Start of Data for the task

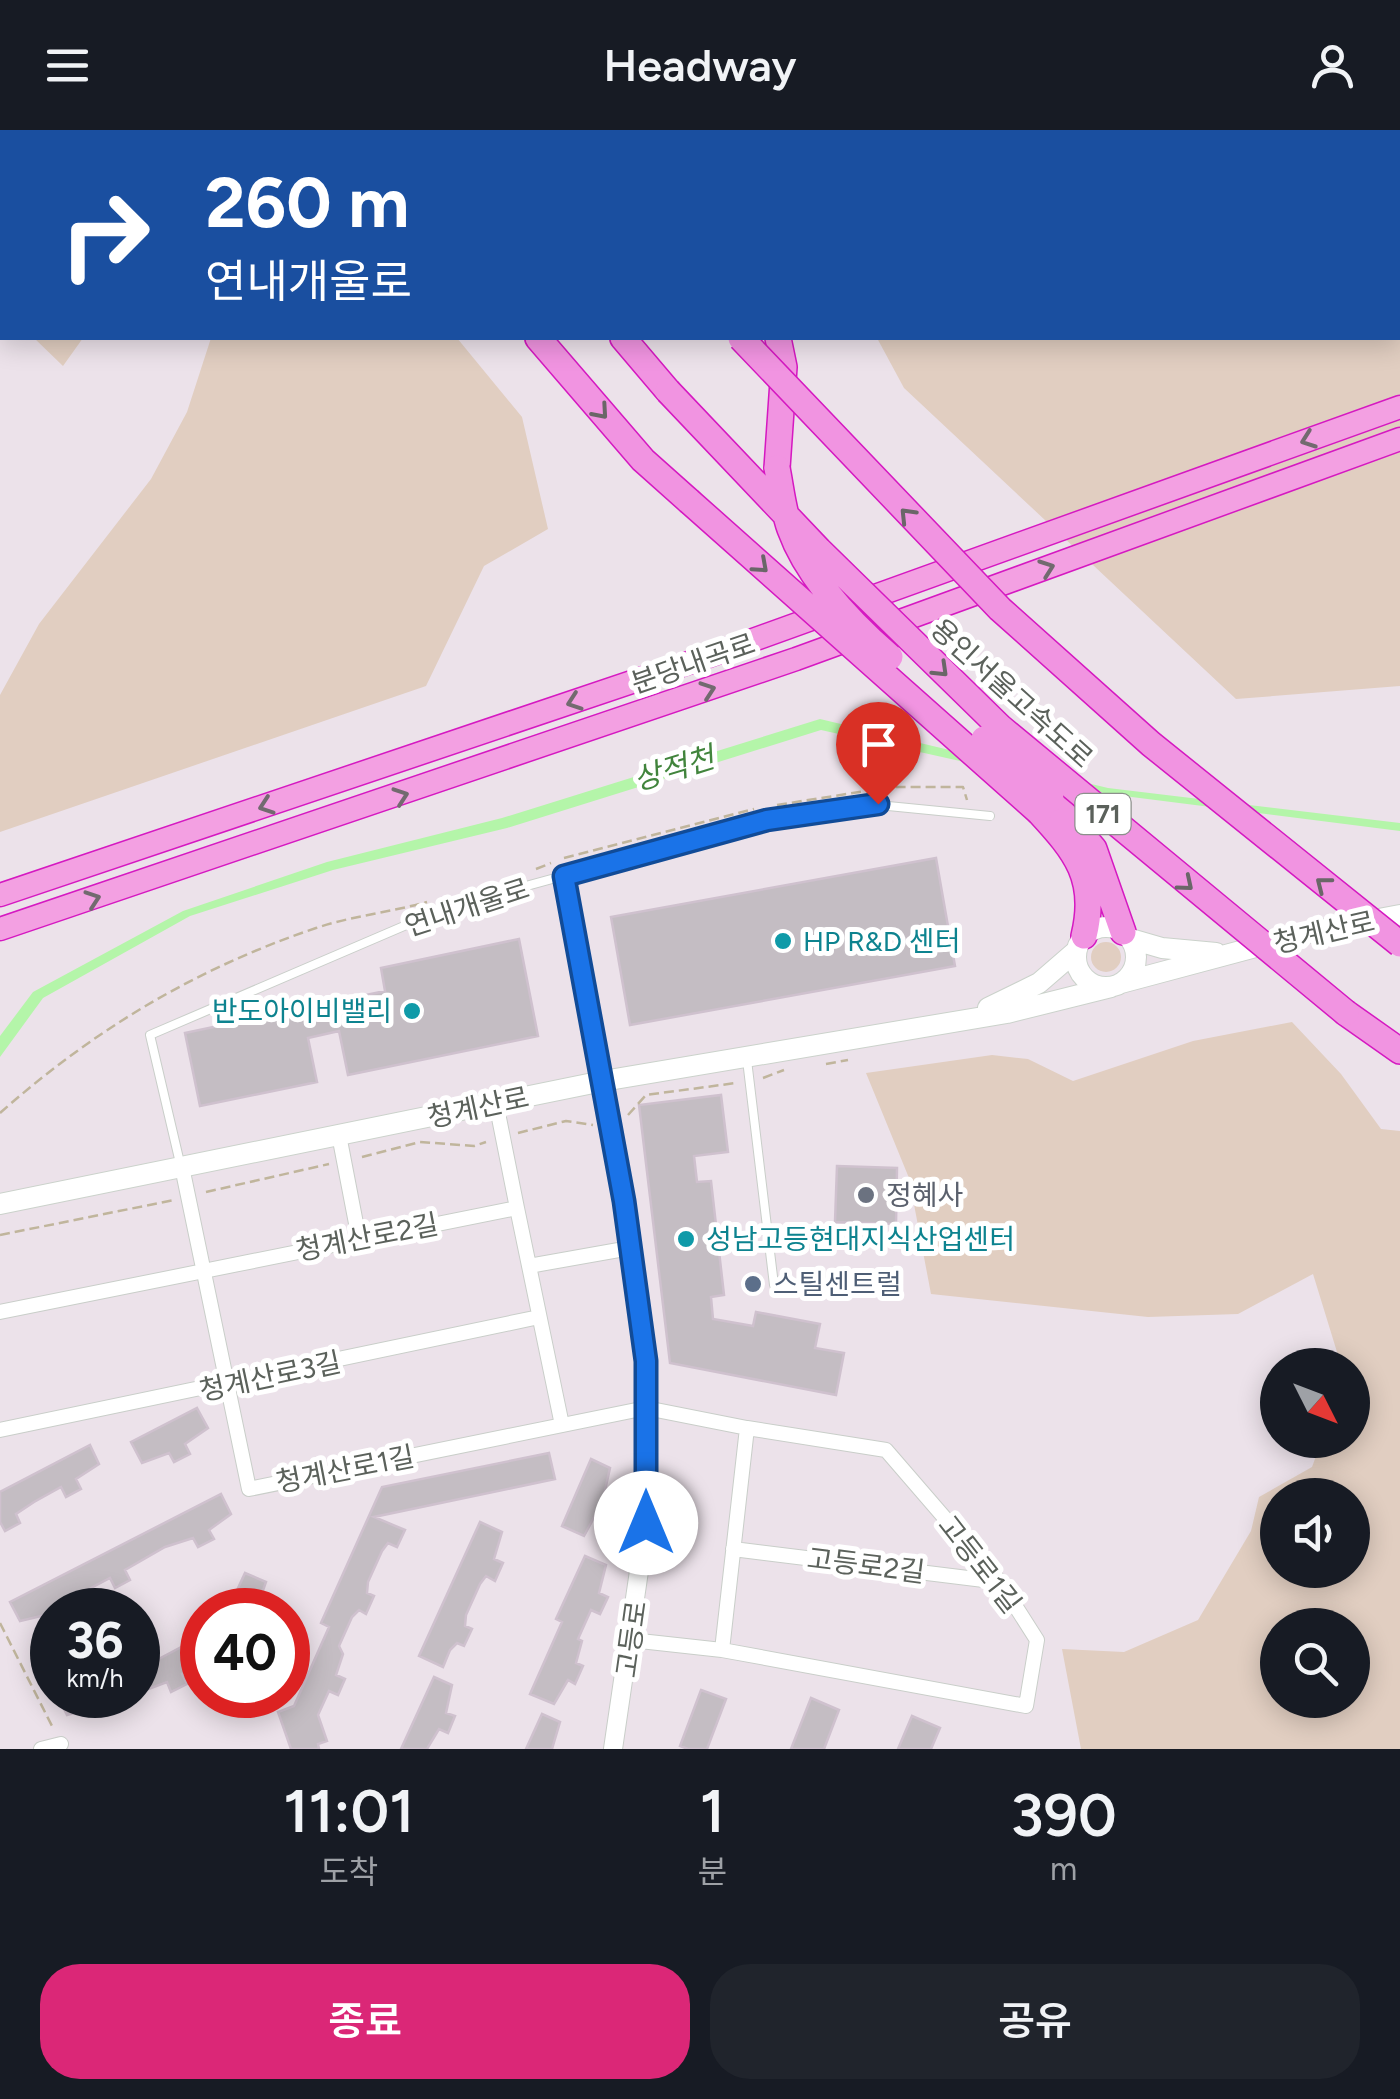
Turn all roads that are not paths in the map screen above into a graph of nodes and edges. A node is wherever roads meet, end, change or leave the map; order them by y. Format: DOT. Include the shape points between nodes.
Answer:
graph roads {
  1 [pos="540,340"];
  2 [pos="625,340"];
  3 [pos="743,340"];
  4 [pos="778,340"];
  5 [pos="1400,406"];
  6 [pos="1400,439"];
  7 [pos="1045,805"];
  8 [pos="990,816"];
  9 [pos="564,876"];
  10 [pos="0,895"];
  11 [pos="1400,915"];
  12 [pos="0,930"];
  13 [pos="1127,935"];
  14 [pos="1080,944"];
  15 [pos="1400,944"];
  16 [pos="1248,951"];
  17 [pos="1116,985"];
  18 [pos="958,1020"];
  19 [pos="1400,1051"];
  20 [pos="746,1056"];
  21 [pos="603,1081"];
  22 [pos="496,1103"];
  23 [pos="339,1135"];
  24 [pos="182,1167"];
  25 [pos="0,1204"];
  26 [pos="516,1208"];
  27 [pos="359,1239"];
  28 [pos="630,1248"];
  29 [pos="529,1266"];
  30 [pos="203,1270"];
  31 [pos="774,1285"];
  32 [pos="0,1312"];
  33 [pos="539,1318"];
  34 [pos="227,1385"];
  35 [pos="646,1408"];
  36 [pos="562,1426"];
  37 [pos="746,1428"];
  38 [pos="0,1430"];
  39 [pos="733,1549"];
  40 [pos="1000,1582"];
  41 [pos="632,1640"];
  42 [pos="722,1650"];
  43 [pos="62,1744"];
  44 [pos="40,1749"];
  45 [pos="612,1749"];
  1 -- 7 [label="highway, one-way, bridge" via="643,460"];
  2 -- 19 [label="highway, 용인서울고속도로 / 171, one-way, bridge" via="844,576 1000,728"];
  15 -- 3 [label="highway, 용인서울고속도로, one-way, bridge" via="1164,756 1000,609"];
  4 -- 7 [label="highway, bridge" via="784,367 777,468 790,530 830,597"];
  5 -- 10 [label="highway, 분당내곡로, one-way" via="739,646"];
  12 -- 6 [label="highway, 분당내곡로, one-way" via="796,659"];
  7 -- 13 [label="highway" via="1094,849"];
  7 -- 14 [label="highway" via="1083,868 1088,908"];
  8 -- 9 [label="lane, 연내개울로" via="878,804 785,817"];
  9 -- 21 [label="street, 고등로"];
  9 -- 24 [label="lane, 연내개울로" via="446,908 150,1035"];
  11 -- 16 [label="main road, 청계산로"];
  13 -- 14 [label="main road" via="1103,927"];
  13 -- 16 [label="main road, 청계산로" via="1181,952"];
  13 -- 17 [label="main road" via="1134,968"];
  14 -- 17 [label="main road" via="1084,978"];
  14 -- 18 [label="main road, 청계산로" via="1038,984"];
  16 -- 17 [label="main road, 청계산로"];
  17 -- 18 [label="main road, 청계산로"];
  18 -- 20 [label="main road, 청계산로"];
  20 -- 21 [label="main road, 청계산로"];
  20 -- 31 [label="lane"];
  21 -- 22 [label="main road, 청계산로"];
  21 -- 28 [label="street, 고등로"];
  22 -- 23 [label="main road, 청계산로"];
  22 -- 26 [label="street"];
  23 -- 24 [label="main road, 청계산로"];
  23 -- 27 [label="street"];
  24 -- 25 [label="main road, 청계산로"];
  24 -- 30 [label="street, 청계산로1길"];
  26 -- 27 [label="street, 청계산로2길"];
  26 -- 29 [label="street"];
  27 -- 30 [label="street, 청계산로2길"];
  28 -- 29 [label="street"];
  28 -- 35 [label="street, 고등로"];
  29 -- 33 [label="street"];
  30 -- 32 [label="street, 청계산로2길"];
  30 -- 34 [label="street, 청계산로1길"];
  33 -- 34 [label="street, 청계산로3길"];
  33 -- 36 [label="street"];
  34 -- 36 [label="street, 청계산로1길" via="249,1488"];
  34 -- 38 [label="street, 청계산로3길"];
  35 -- 36 [label="street, 청계산로1길"];
  35 -- 37 [label="street, 고등로1길"];
  35 -- 41 [label="street, 고등로" via="646,1523"];
  37 -- 39 [label="street"];
  37 -- 40 [label="street, 고등로1길" via="886,1450"];
  39 -- 40 [label="street, 고등로2길"];
  39 -- 42 [label="street"];
  40 -- 42 [label="street, 고등로1길" via="1037,1640 1026,1706"];
  41 -- 42 [label="street, 고등로1길"];
  41 -- 45 [label="street, 고등로"];
  43 -- 44 [label="street"];
}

End of Data for the task

Try it: Copy out the records above in full, exactly as written, but not the pictures.

Task solution:
Turn all roads that are not paths in the map screen above into a graph of nodes and edges. A node is wherever roads meet, end, change or leave the map; order them by y. Format: DOT. Include the shape points between nodes.
Answer:
graph roads {
  1 [pos="540,340"];
  2 [pos="625,340"];
  3 [pos="743,340"];
  4 [pos="778,340"];
  5 [pos="1400,406"];
  6 [pos="1400,439"];
  7 [pos="1045,805"];
  8 [pos="990,816"];
  9 [pos="564,876"];
  10 [pos="0,895"];
  11 [pos="1400,915"];
  12 [pos="0,930"];
  13 [pos="1127,935"];
  14 [pos="1080,944"];
  15 [pos="1400,944"];
  16 [pos="1248,951"];
  17 [pos="1116,985"];
  18 [pos="958,1020"];
  19 [pos="1400,1051"];
  20 [pos="746,1056"];
  21 [pos="603,1081"];
  22 [pos="496,1103"];
  23 [pos="339,1135"];
  24 [pos="182,1167"];
  25 [pos="0,1204"];
  26 [pos="516,1208"];
  27 [pos="359,1239"];
  28 [pos="630,1248"];
  29 [pos="529,1266"];
  30 [pos="203,1270"];
  31 [pos="774,1285"];
  32 [pos="0,1312"];
  33 [pos="539,1318"];
  34 [pos="227,1385"];
  35 [pos="646,1408"];
  36 [pos="562,1426"];
  37 [pos="746,1428"];
  38 [pos="0,1430"];
  39 [pos="733,1549"];
  40 [pos="1000,1582"];
  41 [pos="632,1640"];
  42 [pos="722,1650"];
  43 [pos="62,1744"];
  44 [pos="40,1749"];
  45 [pos="612,1749"];
  1 -- 7 [label="highway, one-way, bridge" via="643,460"];
  2 -- 19 [label="highway, 용인서울고속도로 / 171, one-way, bridge" via="844,576 1000,728"];
  15 -- 3 [label="highway, 용인서울고속도로, one-way, bridge" via="1164,756 1000,609"];
  4 -- 7 [label="highway, bridge" via="784,367 777,468 790,530 830,597"];
  5 -- 10 [label="highway, 분당내곡로, one-way" via="739,646"];
  12 -- 6 [label="highway, 분당내곡로, one-way" via="796,659"];
  7 -- 13 [label="highway" via="1094,849"];
  7 -- 14 [label="highway" via="1083,868 1088,908"];
  8 -- 9 [label="lane, 연내개울로" via="878,804 785,817"];
  9 -- 21 [label="street, 고등로"];
  9 -- 24 [label="lane, 연내개울로" via="446,908 150,1035"];
  11 -- 16 [label="main road, 청계산로"];
  13 -- 14 [label="main road" via="1103,927"];
  13 -- 16 [label="main road, 청계산로" via="1181,952"];
  13 -- 17 [label="main road" via="1134,968"];
  14 -- 17 [label="main road" via="1084,978"];
  14 -- 18 [label="main road, 청계산로" via="1038,984"];
  16 -- 17 [label="main road, 청계산로"];
  17 -- 18 [label="main road, 청계산로"];
  18 -- 20 [label="main road, 청계산로"];
  20 -- 21 [label="main road, 청계산로"];
  20 -- 31 [label="lane"];
  21 -- 22 [label="main road, 청계산로"];
  21 -- 28 [label="street, 고등로"];
  22 -- 23 [label="main road, 청계산로"];
  22 -- 26 [label="street"];
  23 -- 24 [label="main road, 청계산로"];
  23 -- 27 [label="street"];
  24 -- 25 [label="main road, 청계산로"];
  24 -- 30 [label="street, 청계산로1길"];
  26 -- 27 [label="street, 청계산로2길"];
  26 -- 29 [label="street"];
  27 -- 30 [label="street, 청계산로2길"];
  28 -- 29 [label="street"];
  28 -- 35 [label="street, 고등로"];
  29 -- 33 [label="street"];
  30 -- 32 [label="street, 청계산로2길"];
  30 -- 34 [label="street, 청계산로1길"];
  33 -- 34 [label="street, 청계산로3길"];
  33 -- 36 [label="street"];
  34 -- 36 [label="street, 청계산로1길" via="249,1488"];
  34 -- 38 [label="street, 청계산로3길"];
  35 -- 36 [label="street, 청계산로1길"];
  35 -- 37 [label="street, 고등로1길"];
  35 -- 41 [label="street, 고등로" via="646,1523"];
  37 -- 39 [label="street"];
  37 -- 40 [label="street, 고등로1길" via="886,1450"];
  39 -- 40 [label="street, 고등로2길"];
  39 -- 42 [label="street"];
  40 -- 42 [label="street, 고등로1길" via="1037,1640 1026,1706"];
  41 -- 42 [label="street, 고등로1길"];
  41 -- 45 [label="street, 고등로"];
  43 -- 44 [label="street"];
}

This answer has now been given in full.